SDSC-Argonne StarGate Demo at SC09 Shows How to Keep Astrophysics Data Out of Archival 'Black Holes'

aReserved Bandwidth on ESnet Makes Possible Multi-Gigabit Streaming Between Argonne, SC Conference in Portland

San Diego, Nov. 24, 2009 -- As both an astrophysicist and director of the San Diego Supercomputer Center (SDSC), Mike Norman understands two common perspectives on archiving massive scientific datasets. During a live demonstration at the SC09 conference of streaming data simulating cosmic structures of the early universe, Norman said that some center directors view their data archives as “black holes,” where a wealth of data accumulates and needs to be protected.

StarGate at SC09
SDSC Director and astrophysicist Mike Norman (at OptIPortal display wall) at SC09. His demonstration was part of an effort to establish end-to-end workflows that leverage high-performance computing and visualization resources, high-speed networks, and advanced displays spread across the country.
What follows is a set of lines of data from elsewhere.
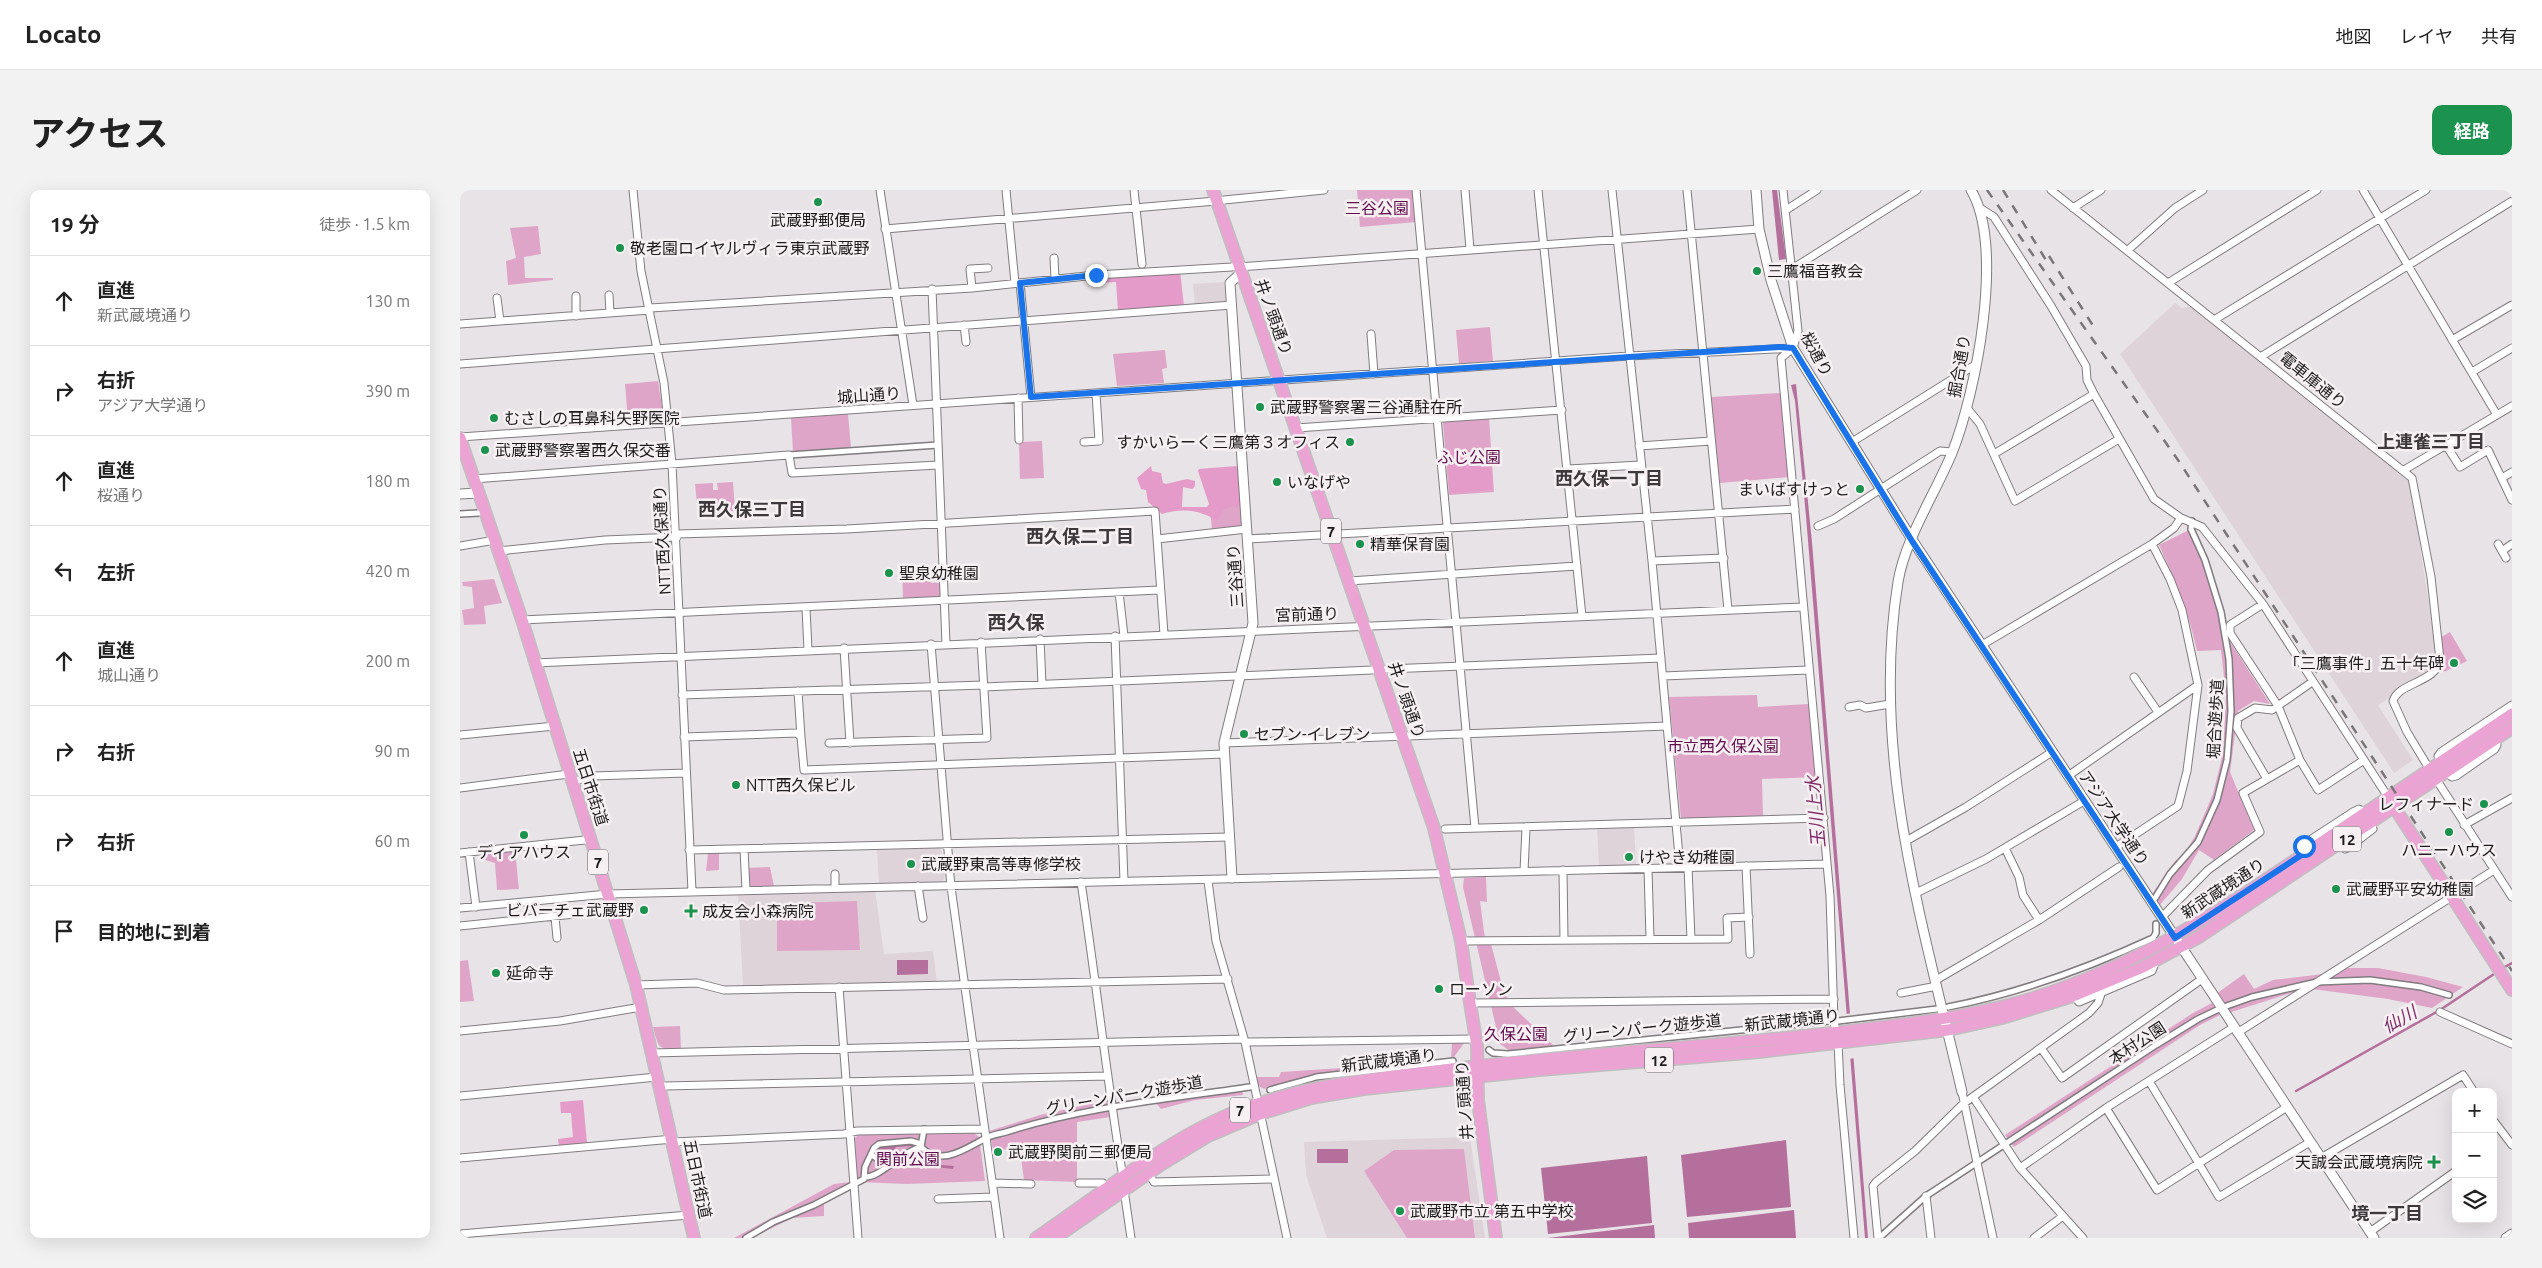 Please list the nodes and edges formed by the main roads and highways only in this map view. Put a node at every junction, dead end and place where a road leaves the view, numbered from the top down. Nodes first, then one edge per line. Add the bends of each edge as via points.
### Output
1 (1218, 197) edge
2 (460, 437) edge
3 (2512, 714) edge
4 (2512, 728) edge
5 (2444, 767) junction
6 (2391, 802) junction
7 (2368, 818) junction
8 (2178, 942) junction
9 (2512, 990) edge
10 (1947, 1025) junction
11 (1477, 1072) junction
12 (1259, 1108) junction
13 (694, 1238) edge
14 (1036, 1238) edge
15 (1055, 1238) edge
16 (1496, 1238) edge

1 - 11 main road, 井ノ頭通り / 7 via 1237,269 1280,381 1434,828 1461,941
2 - 13 main road, 五日市街道 / 7 via 522,620 636,985 661,1082
3 - 5 main road, 新武蔵境通り / 12
4 - 5 main road, 新武蔵境通り / 12
5 - 6 main road, 新武蔵境通り / 12
6 - 7 main road, 新武蔵境通り / 12
6 - 9 main road
7 - 8 main road, 新武蔵境通り / 12 via 2306,852
7 - 8 main road, 新武蔵境通り / 12 via 2339,844 2231,917
8 - 10 main road, 新武蔵境通り / 12 via 2073,984
8 - 10 main road, 新武蔵境通り / 12 via 2153,962 2074,996 2010,1016
10 - 11 main road, 新武蔵境通り / 12 via 1860,1030 1740,1053
11 - 12 main road, 新武蔵境通り / 7
11 - 16 main road, 井ノ頭通り / 7
12 - 14 main road, 新武蔵境通り / 7 via 1199,1129
12 - 15 main road, 新武蔵境通り / 7 via 1208,1136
But as a leading expert in the field of astrophysics, he sees data as intellectual property that belongs to the researcher and his or her home institution — not the center where the data was computed. Some people, Norman says, claim that it’s impossible to move those terabytes of data between computing centers and where the researcher sits. But in a live demo in which data was streamed over a reserved 10-gigabits-per-second provided by the Department of Energy’s ESnet (Energy Sciences Network), Norman and his graduate assistant Rick Wagner showed it can be done.

While the scientific results of the project are important, the success in building reliable high-bandwidth connections linking key research facilities and institutions addresses a problem facing many science communities.

“A lot of researchers stand to benefit from this successful demonstration,” said Eli Dart, an ESnet engineer who helped the team achieve the necessary network performance. “While the science itself is very important in its own right, the ability to link multiple institutions in this way really paves the way for other scientists to use these tools more easily in the future.”

Flash player required click here to download
To view a Flash video of the computer animation streamed to the SDSC OptIPortal, click on the image above. For a streaming video version of the same simulation, click here [Windows Media and broadband connection required].
“This couldn’t have been done without ESnet,” Wagner said. Two aspects of the network came into play. First, ESnet operates the circuit-oriented Science Data Network, which provides dedicated bandwidth for moving large datasets. However, with numerous projects filling the network much of the time for other demos and competitions at SC09, Norman and Wagner took advantage of OSCARS, ESnet’s On-Demand Secure Circuit and Advance Reservation System.

“We gave them the bandwidth they needed, when they needed it,” said ESnet engineer Evangelos Chaniotakis. The San Diego team was given two two-hour bandwidth reservations on both Tuesday, Nov. 17, and Thursday, Nov. 19. Chaniotakis set up the reservations, then the network automatically reconfigured itself once the window closed.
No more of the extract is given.